Figure 7. Comparison results under different thresholds in various smart classroom environments

4. Conclusion

This study, targeting the core demands of intelligent classroom environmental monitoring and learning behavior analysis, proposed a dual-branch collaborative model based on object detection and semantic segmentation. It achieved joint extraction of environmental and behavioral features through a shared Encoder, enhanced dim boundary line detection via BiFPN’s dynamic weight mechanism, and alleviated pixel distribution imbalance using an improved EFL loss. Together, these formed a complete technical path of “feature sharing–enhancement–optimization”. Experimental results demonstrated that the model achieves high-precision environmental boundary segmentation and learning behavior detection in complex classroom scenarios, including natural light fluctuation, high-density interaction, dense device presence, and dynamic operations. It performed particularly well in dim boundary recognition and imbalanced sample scenarios. The research contributes in two main aspects: In technical aspect, it verified the effectiveness of a dual-task collaborative framework in classroom scenes, providing a reference for multi-task visual model design; In application aspect, it can output real-time joint analysis results of “environmental boundaries + behavior states”, providing quantitative support for teachers in adjusting teaching strategies and for administrators in optimizing classroom resource allocation, thereby promoting the transition of intelligent education from “passive monitoring” to “active support”.
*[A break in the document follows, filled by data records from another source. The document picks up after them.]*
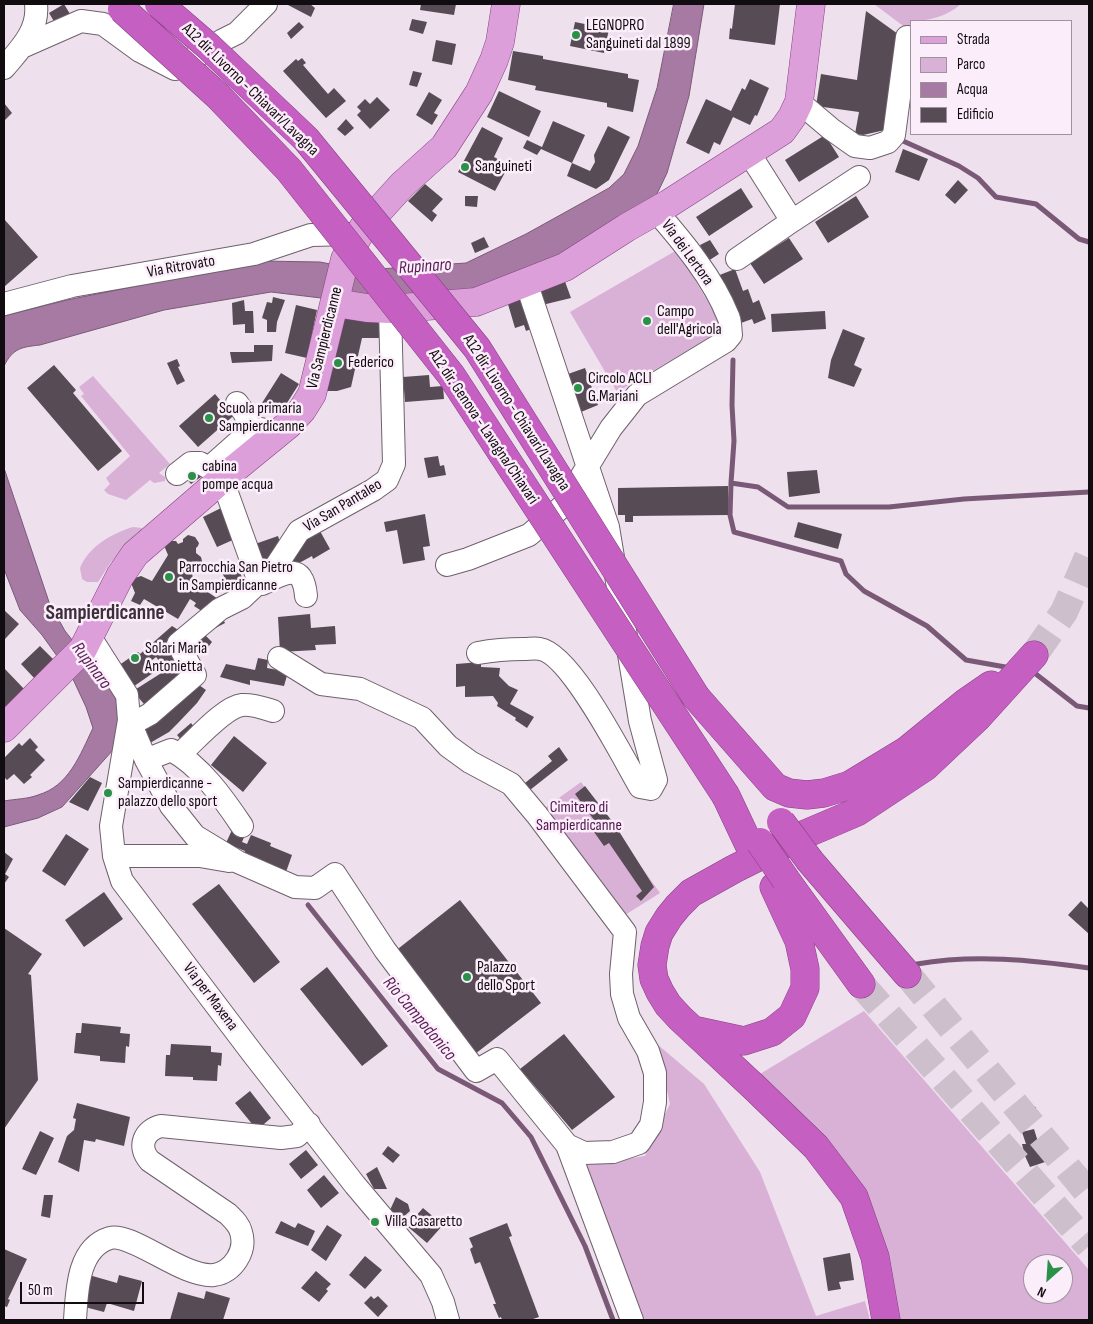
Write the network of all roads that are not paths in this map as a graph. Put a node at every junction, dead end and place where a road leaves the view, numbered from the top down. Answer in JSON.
{"nodes":[{"id":1,"x":36,"y":4,"type":"edge"},
{"id":2,"x":117,"y":4,"type":"edge"},
{"id":3,"x":159,"y":4,"type":"edge"},
{"id":4,"x":266,"y":4,"type":"edge"},
{"id":5,"x":506,"y":4,"type":"edge"},
{"id":6,"x":811,"y":4,"type":"edge"},
{"id":7,"x":907,"y":37,"type":"dead end"},
{"id":8,"x":22,"y":47,"type":"junction"},
{"id":9,"x":4,"y":68,"type":"edge"},
{"id":10,"x":801,"y":90,"type":"junction"},
{"id":11,"x":750,"y":153,"type":"junction"},
{"id":12,"x":859,"y":177,"type":"dead end"},
{"id":13,"x":656,"y":211,"type":"junction"},
{"id":14,"x":792,"y":221,"type":"junction"},
{"id":15,"x":359,"y":234,"type":"junction"},
{"id":16,"x":737,"y":259,"type":"dead end"},
{"id":17,"x":526,"y":282,"type":"junction"},
{"id":18,"x":335,"y":303,"type":"junction"},
{"id":19,"x":4,"y":304,"type":"edge"},
{"id":20,"x":390,"y":309,"type":"junction"},
{"id":21,"x":238,"y":404,"type":"dead end"},
{"id":22,"x":588,"y":465,"type":"junction"},
{"id":23,"x":177,"y":474,"type":"dead end"},
{"id":24,"x":222,"y":479,"type":"junction"},
{"id":25,"x":447,"y":565,"type":"dead end"},
{"id":26,"x":260,"y":582,"type":"junction"},
{"id":27,"x":306,"y":596,"type":"dead end"},
{"id":28,"x":87,"y":643,"type":"junction"},
{"id":29,"x":478,"y":653,"type":"dead end"},
{"id":30,"x":279,"y":658,"type":"dead end"},
{"id":31,"x":273,"y":711,"type":"dead end"},
{"id":32,"x":129,"y":720,"type":"junction"},
{"id":33,"x":4,"y":728,"type":"edge"},
{"id":34,"x":180,"y":754,"type":"junction"},
{"id":35,"x":146,"y":760,"type":"junction"},
{"id":36,"x":766,"y":788,"type":"junction"},
{"id":37,"x":242,"y":826,"type":"dead end"},
{"id":38,"x":114,"y":856,"type":"junction"},
{"id":39,"x":238,"y":862,"type":"junction"},
{"id":40,"x":780,"y":884,"type":"junction"},
{"id":41,"x":906,"y":974,"type":"tunnel mouth"},
{"id":42,"x":861,"y":984,"type":"tunnel mouth"},
{"id":43,"x":693,"y":1030,"type":"junction"},
{"id":44,"x":309,"y":1124,"type":"junction"},
{"id":45,"x":567,"y":1145,"type":"junction"},
{"id":46,"x":75,"y":1320,"type":"edge"},
{"id":47,"x":448,"y":1320,"type":"edge"},
{"id":48,"x":632,"y":1320,"type":"edge"},
{"id":49,"x":886,"y":1320,"type":"edge"}],
"edges":[{"from":1,"to":8,"type":"street"},
{"from":2,"to":40,"type":"highway","name":"A12 dir. Genova - Lavagna/Chiavari","bridge":true},
{"from":3,"to":36,"type":"highway","name":"A12 dir. Livorno - Chiavari/Lavagna","bridge":true},
{"from":4,"to":8,"type":"street"},
{"from":5,"to":15,"type":"main road","name":"Via Sampierdicanne"},
{"from":6,"to":10,"type":"main road"},
{"from":7,"to":10,"type":"street"},
{"from":8,"to":9,"type":"street"},
{"from":10,"to":11,"type":"main road","name":"Via dei Lertora"},
{"from":11,"to":13,"type":"main road","name":"Via dei Lertora"},
{"from":11,"to":14,"type":"street"},
{"from":12,"to":14,"type":"street"},
{"from":13,"to":17,"type":"main road","name":"Via dei Lertora"},
{"from":13,"to":22,"type":"street","name":"Via dei Lertora"},
{"from":14,"to":16,"type":"street"},
{"from":15,"to":18,"type":"main road","name":"Via Sampierdicanne"},
{"from":15,"to":19,"type":"street","name":"Via Ritrovato"},
{"from":17,"to":20,"type":"main road","name":"Via dei Lertora"},
{"from":17,"to":22,"type":"street"},
{"from":18,"to":20,"type":"main road","name":"Via dei Lertora"},
{"from":18,"to":24,"type":"main road","name":"Via Sampierdicanne"},
{"from":20,"to":26,"type":"street","name":"Via San Pantaleo"},
{"from":21,"to":23,"type":"street"},
{"from":22,"to":25,"type":"street"},
{"from":22,"to":29,"type":"street"},
{"from":24,"to":26,"type":"street"},
{"from":24,"to":28,"type":"main road","name":"Via Sampierdicanne"},
{"from":26,"to":27,"type":"street"},
{"from":26,"to":32,"type":"street","name":"Via San Pantaleo"},
{"from":28,"to":32,"type":"street","name":"Via per Maxena"},
{"from":28,"to":33,"type":"main road","name":"Via Sampierdicanne"},
{"from":30,"to":45,"type":"street"},
{"from":31,"to":34,"type":"street"},
{"from":32,"to":35,"type":"street"},
{"from":32,"to":38,"type":"street","name":"Via per Maxena"},
{"from":34,"to":35,"type":"street"},
{"from":34,"to":37,"type":"street"},
{"from":35,"to":39,"type":"street"},
{"from":36,"to":41,"type":"highway","name":"A12 dir. Livorno - Chiavari/Lavagna","bridge":true},
{"from":36,"to":43,"type":"highway"},
{"from":38,"to":39,"type":"street"},
{"from":38,"to":44,"type":"street","name":"Via per Maxena"},
{"from":39,"to":45,"type":"street"},
{"from":40,"to":42,"type":"highway"},
{"from":40,"to":43,"type":"highway"},
{"from":43,"to":49,"type":"highway"},
{"from":44,"to":46,"type":"street"},
{"from":44,"to":47,"type":"street","name":"Via per Maxena"},
{"from":45,"to":48,"type":"street"}]}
However, the study still has three limitations: (1) Behavior analysis depends on location and region information, resulting in insufficient accuracy for fine-grained behavior recognition. (2) Model inference delay slightly increases in dynamic scenarios. (3) Generalization relies on annotated classroom scene data, limiting adaptability to atypical classrooms. Future research can proceed in the following directions: Integrate pose estimation with object detection to refine behavior classification via keypoint features; Introduce lightweight network structures to optimize inference speed for edge-end real-time deployment; Adopt semi-supervised learning to reduce annotation dependence, and utilize multi-modal data to enhance robustness in complex scenes, further expanding application boundaries in smart education scenarios.